DISSOCIATION BETWEEN THE EXCITATORY AND EXCITOTOXIC EFFECTS OF QUINOLINIC ACID ANALOGS ON THE STRIATAL CHOLINERGIC INTERNEURON

Abstract

Analogs of quinolinic acid were tested in rats for excitatory properties in evoking neurotransmitter release from striatal cholinergic interneurons and for their ability to lesion these same neurons in vivo (excitotoxin activity). The ability of these analogs to inhibit the specific binding of several ligands thought to label excitatory amino acid receptors was also investigated. Dipicolinic acid (2,6-pyridine dicarboxylic acid) was found to be as potent and as efficacious as quinolinic acid (2,3-pyridine dicarboxylic acid) at N-methyl-D-aspartate (NMDA)-type receptors mediating [3H]acetylcholine release from striatal slices.

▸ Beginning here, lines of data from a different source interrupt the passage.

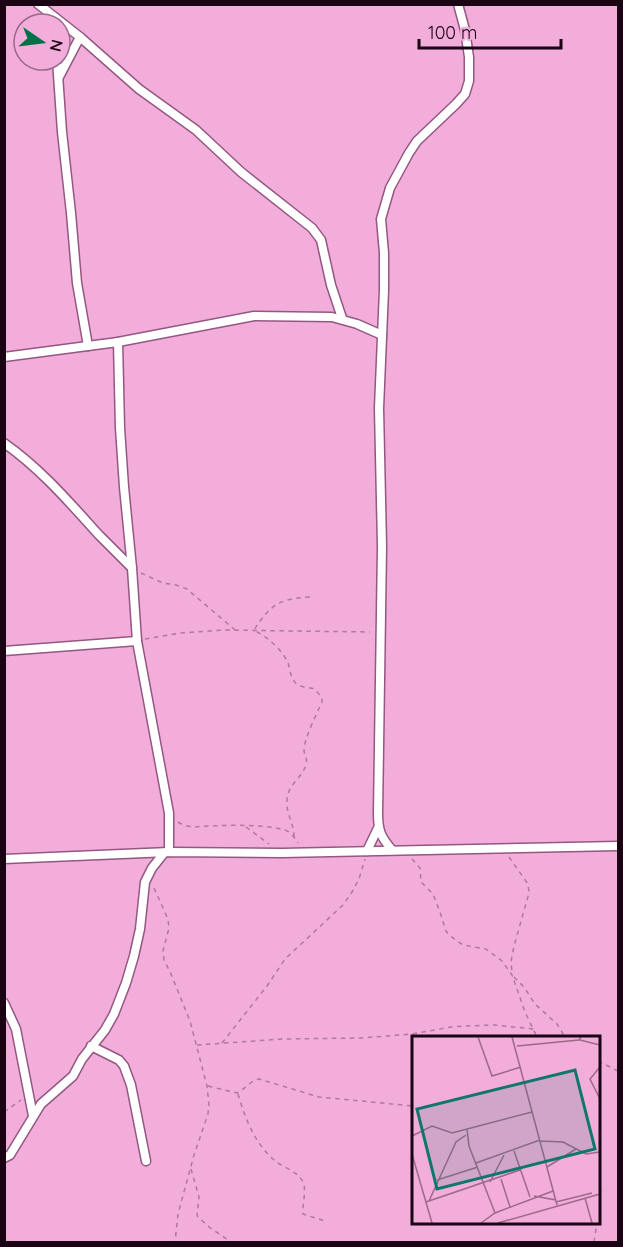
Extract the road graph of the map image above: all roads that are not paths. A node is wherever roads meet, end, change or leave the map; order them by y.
1 (458, 4) edge
2 (72, 31) edge
3 (80, 37) junction
4 (58, 72) edge
5 (58, 77) junction
6 (342, 318) junction
7 (382, 335) junction
8 (118, 342) junction
9 (88, 346) junction
10 (4, 357) edge
11 (4, 443) edge
12 (132, 568) junction
13 (137, 641) junction
14 (4, 651) edge
15 (378, 828) junction
16 (618, 846) edge
17 (367, 850) junction
18 (392, 850) junction
19 (166, 853) junction
20 (4, 859) edge
21 (4, 1003) edge
22 (91, 1046) junction
23 (33, 1116) junction
24 (4, 1158) edge
25 (146, 1161) dead end

1 - 7 street
2 - 3 street
3 - 5 street
3 - 6 street
4 - 5 street
5 - 9 street
6 - 7 street
6 - 8 street
7 - 15 street
8 - 9 street
8 - 12 street
9 - 10 street
11 - 12 street
12 - 13 street
13 - 14 street
13 - 19 street
15 - 17 street
15 - 18 street
16 - 18 street
17 - 18 street
17 - 19 street
19 - 20 street
19 - 22 street
21 - 23 street
22 - 23 street
22 - 25 street
23 - 24 street

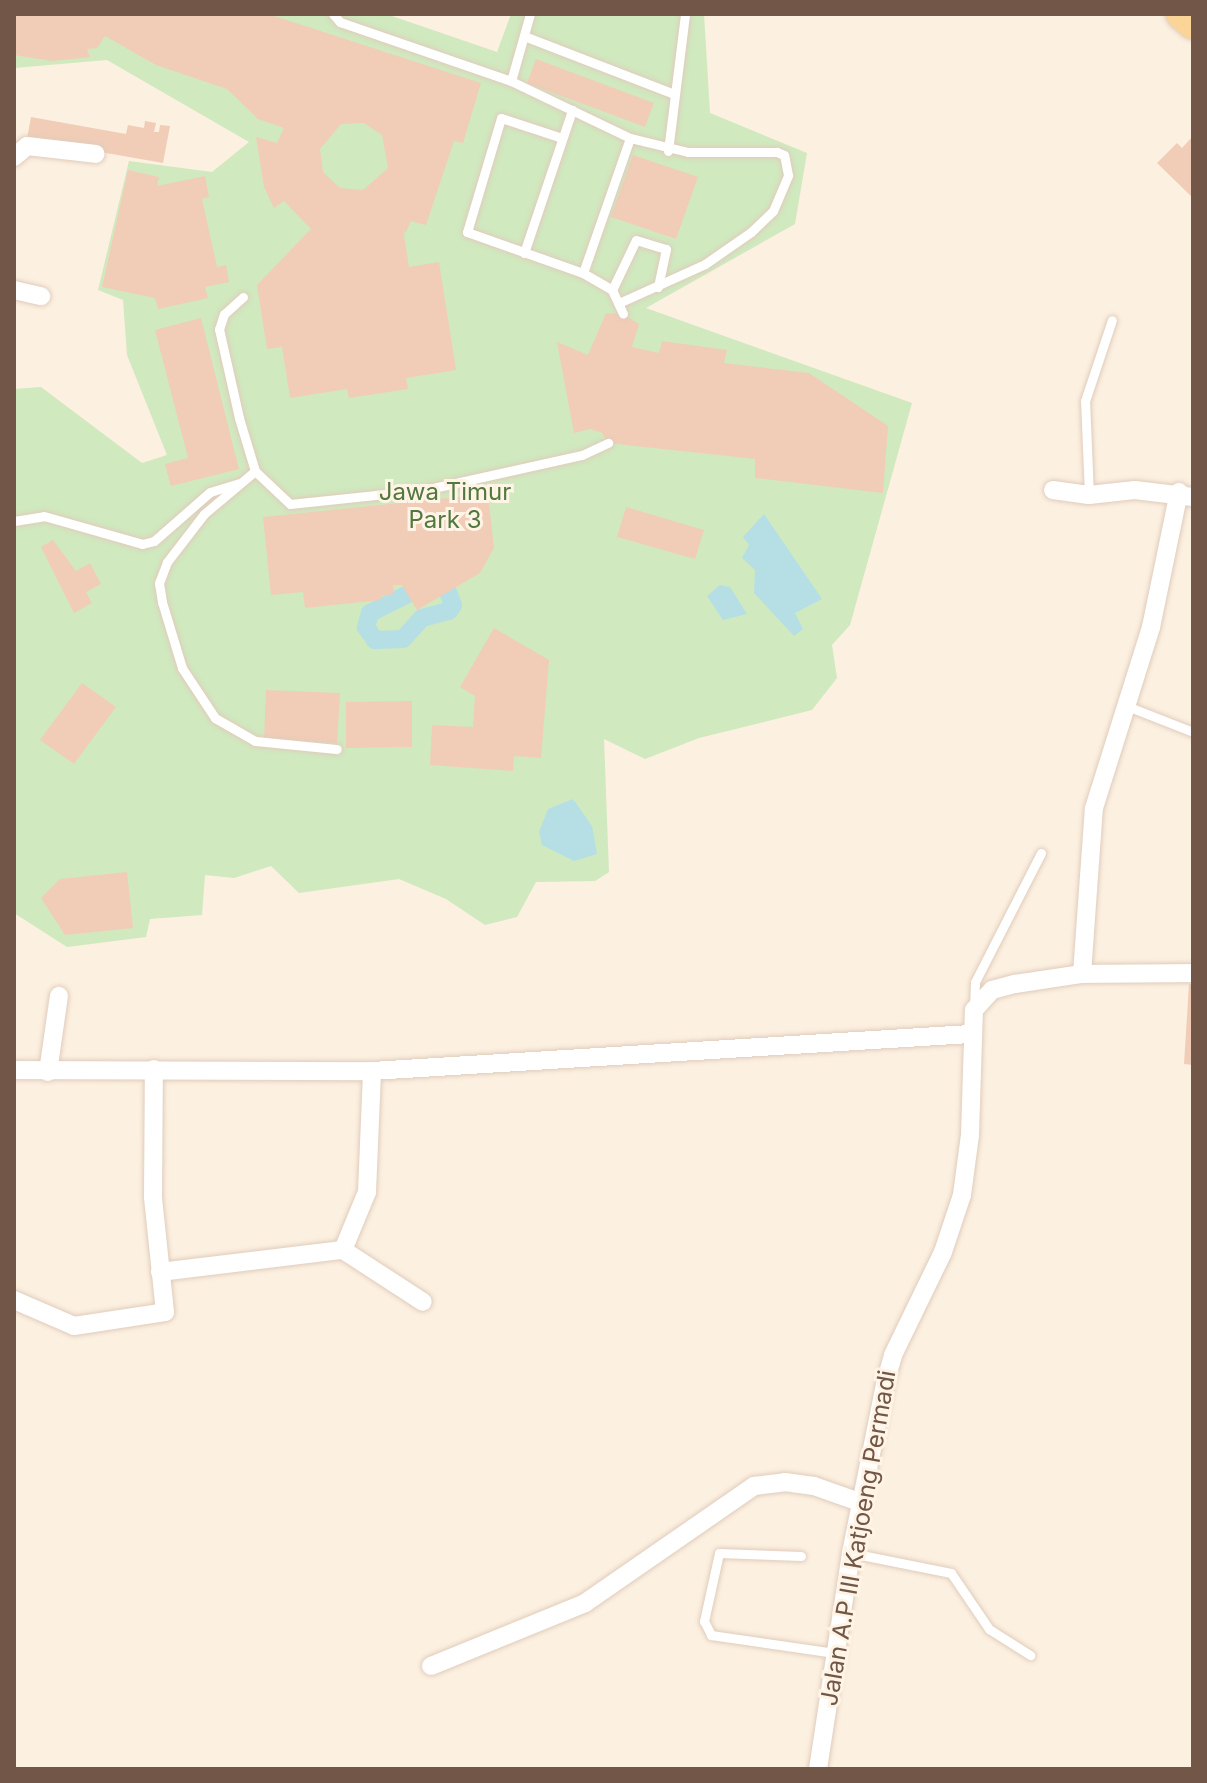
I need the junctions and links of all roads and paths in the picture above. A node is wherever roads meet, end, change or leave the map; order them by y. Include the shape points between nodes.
1 (333, 14) edge
2 (530, 14) edge
3 (685, 14) edge
4 (1181, 14) edge
5 (1193, 24) edge
6 (524, 36) junction
7 (511, 81) junction
8 (674, 94) junction
9 (572, 110) junction
10 (562, 138) junction
11 (630, 138) junction
12 (668, 151) junction
13 (96, 154) dead end
14 (14, 157) edge
15 (524, 253) junction
16 (583, 273) junction
17 (658, 287) junction
18 (14, 290) edge
19 (612, 290) junction
20 (41, 296) dead end
21 (243, 297) dead end
22 (621, 302) junction
23 (623, 314) dead end
24 (1112, 320) dead end
25 (608, 443) dead end
26 (255, 471) junction
27 (239, 483) junction
28 (1053, 490) dead end
29 (1089, 495) junction
30 (1186, 495) edge
31 (14, 521) edge
32 (1127, 706) junction
33 (1193, 732) edge
34 (337, 749) dead end
35 (1041, 853) dead end
36 (1193, 973) edge
37 (1082, 974) junction
38 (59, 996) dead end
39 (974, 1010) junction
40 (970, 1034) junction
41 (154, 1069) junction
42 (14, 1070) edge
43 (372, 1071) junction
44 (48, 1072) junction
45 (343, 1250) junction
46 (160, 1272) junction
47 (14, 1300) edge
48 (423, 1302) dead end
49 (862, 1503) junction
50 (851, 1553) junction
51 (801, 1556) dead end
52 (835, 1653) junction
53 (1030, 1655) dead end
54 (431, 1666) dead end
55 (818, 1769) edge

1 - 7 lane via 340,22
2 - 6 lane
3 - 8 lane
4 - 5 main road
6 - 7 lane
6 - 8 lane
7 - 9 lane
8 - 12 lane
9 - 10 lane
9 - 11 lane
10 - 15 lane
10 - 15 lane via 506,117 498,122 467,232
11 - 12 lane
11 - 16 lane
12 - 17 lane via 777,152 784,155 788,175 773,211 751,232 705,264
13 - 14 street via 27,146
15 - 16 lane
16 - 19 lane
17 - 19 lane via 666,249 636,240
17 - 22 lane
18 - 20 street
19 - 22 lane
21 - 26 lane via 224,314 219,329
22 - 23 lane
24 - 29 lane via 1085,401
25 - 26 lane via 582,455 424,490 300,506 290,504
26 - 27 lane
27 - 31 lane via 210,492 154,541 142,544 44,516
27 - 34 lane via 182,540 159,583 182,668 215,718 232,732 255,741
28 - 29 street
29 - 30 street
30 - 32 street
32 - 33 lane
32 - 37 street via 1094,808
35 - 39 lane via 975,982
36 - 37 street
37 - 39 street via 992,990
38 - 44 street
39 - 40 street, Jalan A.P III Katjoeng Permadi
40 - 43 street
40 - 49 street, Jalan A.P III Katjoeng Permadi via 970,1135 962,1195 943,1252 893,1355
41 - 43 street
41 - 44 street
41 - 46 street via 153,1197
42 - 44 street
43 - 45 street via 367,1192
45 - 46 street
45 - 48 street
46 - 47 street via 166,1309 156,1316 74,1326
49 - 50 street, Jalan A.P III Katjoeng Permadi
49 - 54 street via 814,1486 754,1486 585,1603
50 - 52 street, Jalan A.P III Katjoeng Permadi
50 - 53 lane via 951,1573 989,1629
51 - 52 lane via 719,1553 704,1621 711,1635
52 - 55 street, Jalan A.P III Katjoeng Permadi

Unlike quinolinate, the structure of NMDA is not superimposable upon that of dipicolinic acid. Unlike quinolinic acid, dipicolinic acid injected intrastriatally did not produce detectable excitotoxic lesions. Phthalic acid (1,2-benzene dicarboxylic acid), which lacks a N2, also evoked [3H]acetylcholine release from striatal slices, apparently by acting at NMDA-type receptors. Phthalic acid was equipotent to quinolinic acid and dipicolinic acid but possessed less intrinsic activity than those compounds in evoking [3H]acetylcholine release. Despite its lack of a N2 and low intrinsic activity, intrastriatal injection of phthalic acid produced axon-sparing lesions of intrinsic cell bodies, like quinolinic acid as assessed by neurochemical and histologic methods. Quinolinic acid, dipicolinic acid and phthalic acid were moderately potent inhibitors (Ki .simeq. 100 .mu.M) of the specific binding of 2-[3H]amino-7-phosphonoheptanoic acid a compound thought to be a competitive antagonist of NMDA-type receptors. These 3 compounds failed to inhibit the chloride-dependent or chloride-independent binding of L-[3H]glutamate or [3H]kainic acid. A major dissociation between the structure-activity relationships for excitotoxicity vis-a-vis excitation as reflected in the [3H]acetylcholine release model, for compounds acting at NMDA-type receptors is suggested.